Japan’s Nikkei 225 Stock Average rallied 5.5 percent, the biggest weekly advance since December, as the yen weakened against the US dollar, which could help boost earnings of Japanese exporters.
South Korea’s KOSPI added 0.6 percent as Australia’s S&P/ASX 200 Index climbed 1.9 percent. Hong Kong’s Hang Seng Index increased 2 percent, while China’s Shanghai Composite Index rose 1.1 percent.
The Asian benchmark traded at 13.1 times estimated earnings on average, compared with 13.7 for the Standard & Poor’s 500 Index and 12.2 for the STOXX Europe 600 Index.
Exporters advanced as reports showed industrial production and retail sales gained more than expected in the US last month, adding to signs of a recovery of the world’s biggest economy is taking hold.
China’s economic growth has started to stabilize, Chinese Premier Wen Jiabao (溫家寶) said in remarks published on Wednesday by Xinhua News agency. The government is confident of achieving annual targets and the economy will continue to show “positive changes,” Wen said, according to Xinhua.
Chinese lenders and developers advanced. Industrial and Commercial Bank of China Ltd (ICBC, 中國工商銀行), China’s biggest bank, gained 2.8 percent to HK$5.10 in Hong Kong.
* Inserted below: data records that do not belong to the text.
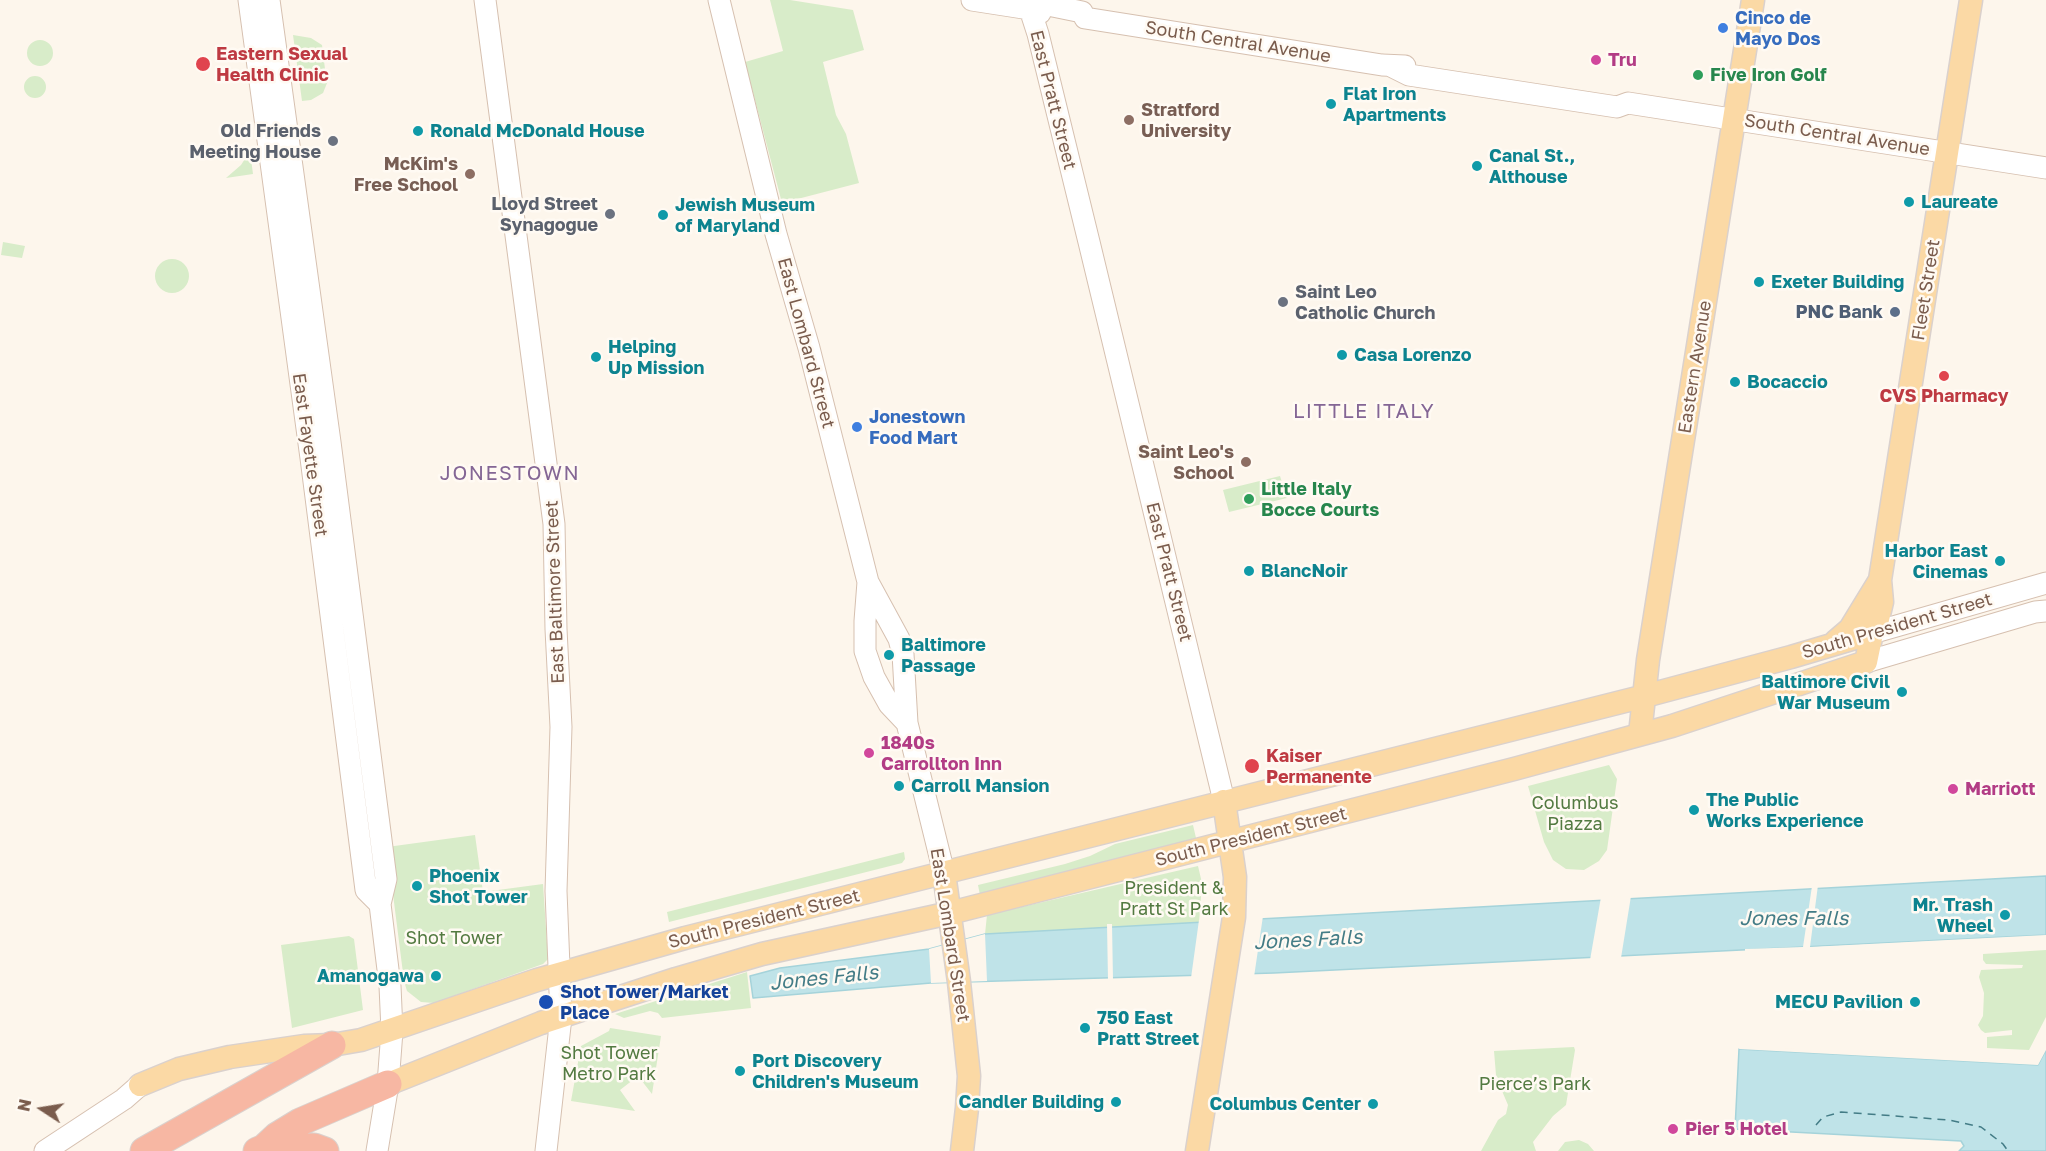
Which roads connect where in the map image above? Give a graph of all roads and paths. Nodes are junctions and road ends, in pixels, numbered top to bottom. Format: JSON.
{"nodes":[{"id":1,"x":249,"y":0,"type":"edge"},
{"id":2,"x":269,"y":0,"type":"edge"},
{"id":3,"x":485,"y":0,"type":"edge"},
{"id":4,"x":718,"y":0,"type":"edge"},
{"id":5,"x":972,"y":0,"type":"edge"},
{"id":6,"x":1753,"y":0,"type":"edge"},
{"id":7,"x":1971,"y":0,"type":"edge"},
{"id":8,"x":1029,"y":5,"type":"edge"},
{"id":9,"x":1735,"y":119,"type":"junction"},
{"id":10,"x":1947,"y":152,"type":"junction"},
{"id":11,"x":2046,"y":168,"type":"edge"},
{"id":12,"x":321,"y":457,"type":"junction"},
{"id":13,"x":1880,"y":580,"type":"junction"},
{"id":14,"x":868,"y":582,"type":"junction"},
{"id":15,"x":2046,"y":583,"type":"edge"},
{"id":16,"x":2046,"y":611,"type":"edge"},
{"id":17,"x":1872,"y":633,"type":"junction"},
{"id":18,"x":1830,"y":644,"type":"junction"},
{"id":19,"x":1866,"y":662,"type":"junction"},
{"id":20,"x":1645,"y":696,"type":"junction"},
{"id":21,"x":907,"y":723,"type":"junction"},
{"id":22,"x":1640,"y":734,"type":"junction"},
{"id":23,"x":1224,"y":801,"type":"junction"},
{"id":24,"x":1231,"y":843,"type":"junction"},
{"id":25,"x":944,"y":873,"type":"junction"},
{"id":26,"x":950,"y":913,"type":"junction"},
{"id":27,"x":561,"y":973,"type":"junction"},
{"id":28,"x":561,"y":1017,"type":"junction"},
{"id":29,"x":392,"y":1031,"type":"junction"},
{"id":30,"x":332,"y":1046,"type":"junction"},
{"id":31,"x":388,"y":1084,"type":"junction"},
{"id":32,"x":140,"y":1085,"type":"joint"},
{"id":33,"x":261,"y":1150,"type":"edge"},
{"id":34,"x":45,"y":1151,"type":"edge"},
{"id":35,"x":144,"y":1151,"type":"edge"},
{"id":36,"x":325,"y":1151,"type":"edge"},
{"id":37,"x":377,"y":1151,"type":"edge"},
{"id":38,"x":546,"y":1151,"type":"edge"},
{"id":39,"x":962,"y":1151,"type":"edge"},
{"id":40,"x":1197,"y":1151,"type":"edge"}],
"edges":[{"from":1,"to":12,"type":"main road","name":"East Fayette Street"},
{"from":2,"to":12,"type":"main road","name":"East Fayette Street"},
{"from":3,"to":27,"type":"main road","name":"East Baltimore Street"},
{"from":4,"to":14,"type":"main road","name":"East Lombard Street"},
{"from":5,"to":8,"type":"main road","name":"South Central Avenue"},
{"from":6,"to":9,"type":"main road","name":"Eastern Avenue"},
{"from":7,"to":10,"type":"main road","name":"Fleet Street"},
{"from":8,"to":9,"type":"main road","name":"South Central Avenue"},
{"from":8,"to":23,"type":"main road","name":"East Pratt Street"},
{"from":9,"to":10,"type":"main road","name":"South Central Avenue"},
{"from":9,"to":20,"type":"main road","name":"Eastern Avenue"},
{"from":10,"to":11,"type":"main road","name":"South Central Avenue"},
{"from":10,"to":13,"type":"main road","name":"Fleet Street"},
{"from":12,"to":29,"type":"main road","name":"East Fayette Street"},
{"from":13,"to":17,"type":"main road","name":"Fleet Street"},
{"from":13,"to":18,"type":"main road","name":"Fleet Street"},
{"from":14,"to":21,"type":"main road","name":"East Lombard Street"},
{"from":14,"to":21,"type":"main road","name":"East Lombard Street"},
{"from":15,"to":17,"type":"main road","name":"South President Street"},
{"from":16,"to":19,"type":"main road","name":"South President Street"},
{"from":17,"to":18,"type":"main road","name":"South President Street"},
{"from":17,"to":19,"type":"main road","name":"Fleet Street"},
{"from":18,"to":20,"type":"main road","name":"South President Street"},
{"from":19,"to":22,"type":"main road","name":"South President Street"},
{"from":20,"to":22,"type":"main road","name":"Eastern Avenue"},
{"from":20,"to":23,"type":"main road","name":"South President Street"},
{"from":21,"to":25,"type":"main road","name":"East Lombard Street"},
{"from":22,"to":24,"type":"main road","name":"South President Street"},
{"from":23,"to":24,"type":"main road","name":"East Pratt Street"},
{"from":23,"to":25,"type":"main road","name":"South President Street"},
{"from":24,"to":26,"type":"main road","name":"South President Street"},
{"from":24,"to":40,"type":"main road","name":"East Pratt Street"},
{"from":25,"to":26,"type":"main road","name":"East Lombard Street"},
{"from":25,"to":27,"type":"main road","name":"South President Street"},
{"from":26,"to":28,"type":"main road","name":"South President Street"},
{"from":26,"to":39,"type":"main road","name":"East Lombard Street"},
{"from":27,"to":28,"type":"main road","name":"East Baltimore Street"},
{"from":27,"to":29,"type":"main road","name":"South President Street"},
{"from":28,"to":31,"type":"main road","name":"South President Street"},
{"from":28,"to":38,"type":"main road","name":"East Baltimore Street"},
{"from":29,"to":30,"type":"main road","name":"South President Street"},
{"from":29,"to":31,"type":"main road","name":"East Fayette Street"},
{"from":30,"to":32,"type":"main road","name":"South President Street"},
{"from":30,"to":35,"type":"highway"},
{"from":31,"to":33,"type":"highway"},
{"from":31,"to":37,"type":"main road","name":"East Fayette Street"},
{"from":32,"to":34,"type":"main road"},
{"from":33,"to":36,"type":"highway"}]}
Agricultural Bank of China Ltd (中國農業銀行) rose 2.2 percent to HK$3.29. China Overseas Land & Investment Ltd, China’s biggest real-state firm traded in Hong Kong, climbed 4.6 percent to HK$20.25.
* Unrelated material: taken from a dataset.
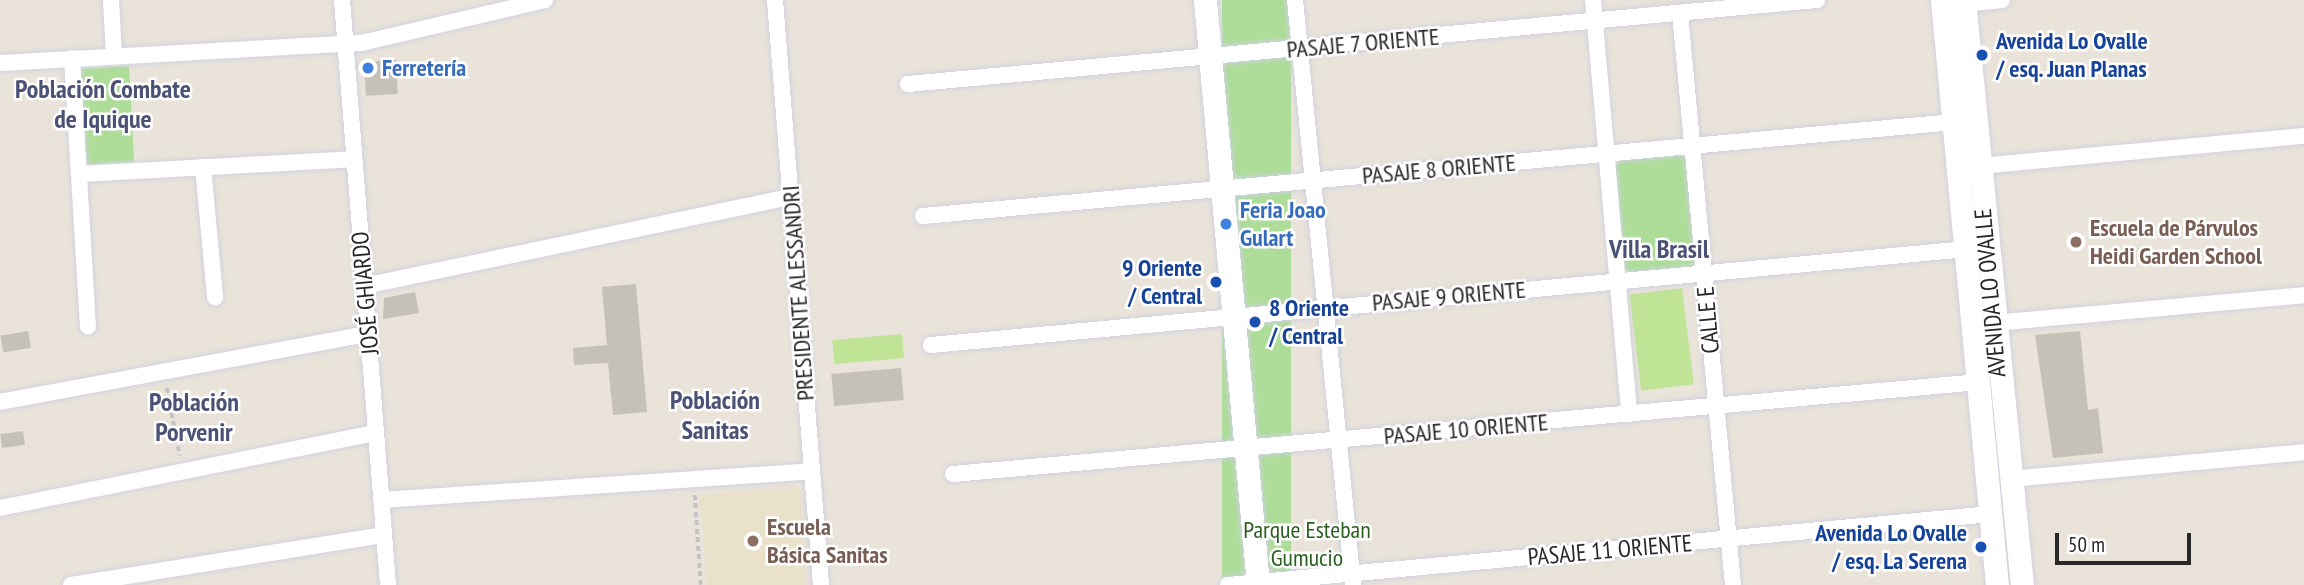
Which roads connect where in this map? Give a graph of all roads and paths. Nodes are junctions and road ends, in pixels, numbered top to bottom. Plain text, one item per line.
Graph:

Emerging-market stocks fell, paring the biggest weekly rally in more than a month, as disappointing earnings at Microsoft Corp dragged down computer companies and foreign investment in China fell more than economists forecast.
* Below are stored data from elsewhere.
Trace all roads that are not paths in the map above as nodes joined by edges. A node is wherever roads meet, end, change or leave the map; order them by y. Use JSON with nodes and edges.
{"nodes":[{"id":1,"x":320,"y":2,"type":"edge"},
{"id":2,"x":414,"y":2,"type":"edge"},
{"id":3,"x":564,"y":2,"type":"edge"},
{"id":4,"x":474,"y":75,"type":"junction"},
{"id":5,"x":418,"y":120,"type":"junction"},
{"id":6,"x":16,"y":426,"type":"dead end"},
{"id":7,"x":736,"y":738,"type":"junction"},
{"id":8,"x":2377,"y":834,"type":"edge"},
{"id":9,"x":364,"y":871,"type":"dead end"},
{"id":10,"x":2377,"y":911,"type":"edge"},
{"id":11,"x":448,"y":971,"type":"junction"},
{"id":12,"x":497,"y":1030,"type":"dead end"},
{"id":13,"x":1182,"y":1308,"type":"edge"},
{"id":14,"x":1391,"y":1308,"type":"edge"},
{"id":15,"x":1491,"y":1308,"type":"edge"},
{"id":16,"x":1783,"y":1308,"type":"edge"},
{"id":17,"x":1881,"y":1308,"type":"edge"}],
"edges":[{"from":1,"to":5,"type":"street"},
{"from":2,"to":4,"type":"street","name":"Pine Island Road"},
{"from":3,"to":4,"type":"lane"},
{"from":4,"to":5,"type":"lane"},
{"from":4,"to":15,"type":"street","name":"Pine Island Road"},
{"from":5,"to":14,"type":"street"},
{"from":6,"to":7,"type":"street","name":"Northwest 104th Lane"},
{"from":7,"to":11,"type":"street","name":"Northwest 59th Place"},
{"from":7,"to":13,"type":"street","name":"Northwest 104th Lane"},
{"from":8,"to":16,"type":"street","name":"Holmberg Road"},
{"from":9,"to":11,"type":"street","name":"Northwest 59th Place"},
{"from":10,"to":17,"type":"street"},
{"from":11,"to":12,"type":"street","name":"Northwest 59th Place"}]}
The MSCI Emerging Markets Index lost 0.7 percent to 1,006.07 at the close of trading in New York, its first retreat in four days. Quanta Computer Inc (廣達電腦), the world’s largest laptop maker, declined for a third day in Taipei and Samsung Electronics Co fell for the first time in five days in Seoul.
Brazil’s Bovespa dropped 1.4 percent, dragged down by commodity producers. South Korea’s KOSPI Index and Taiwan’s TAIEX both lost 0.76 percent, Russia’s MICEX Index lost 1 percent, and India’s SENSEX slipped 0.6 percent.
In other markets on Friday:
Manila closed flat, edging down 3.58 points from Thursday to 5,432.36.
Wellington slipped 0.34 percent, or 13.79 points, to 3,988.16.
Mumbai slipped 0.58 percent, or 109.62 points, to 18,682.31.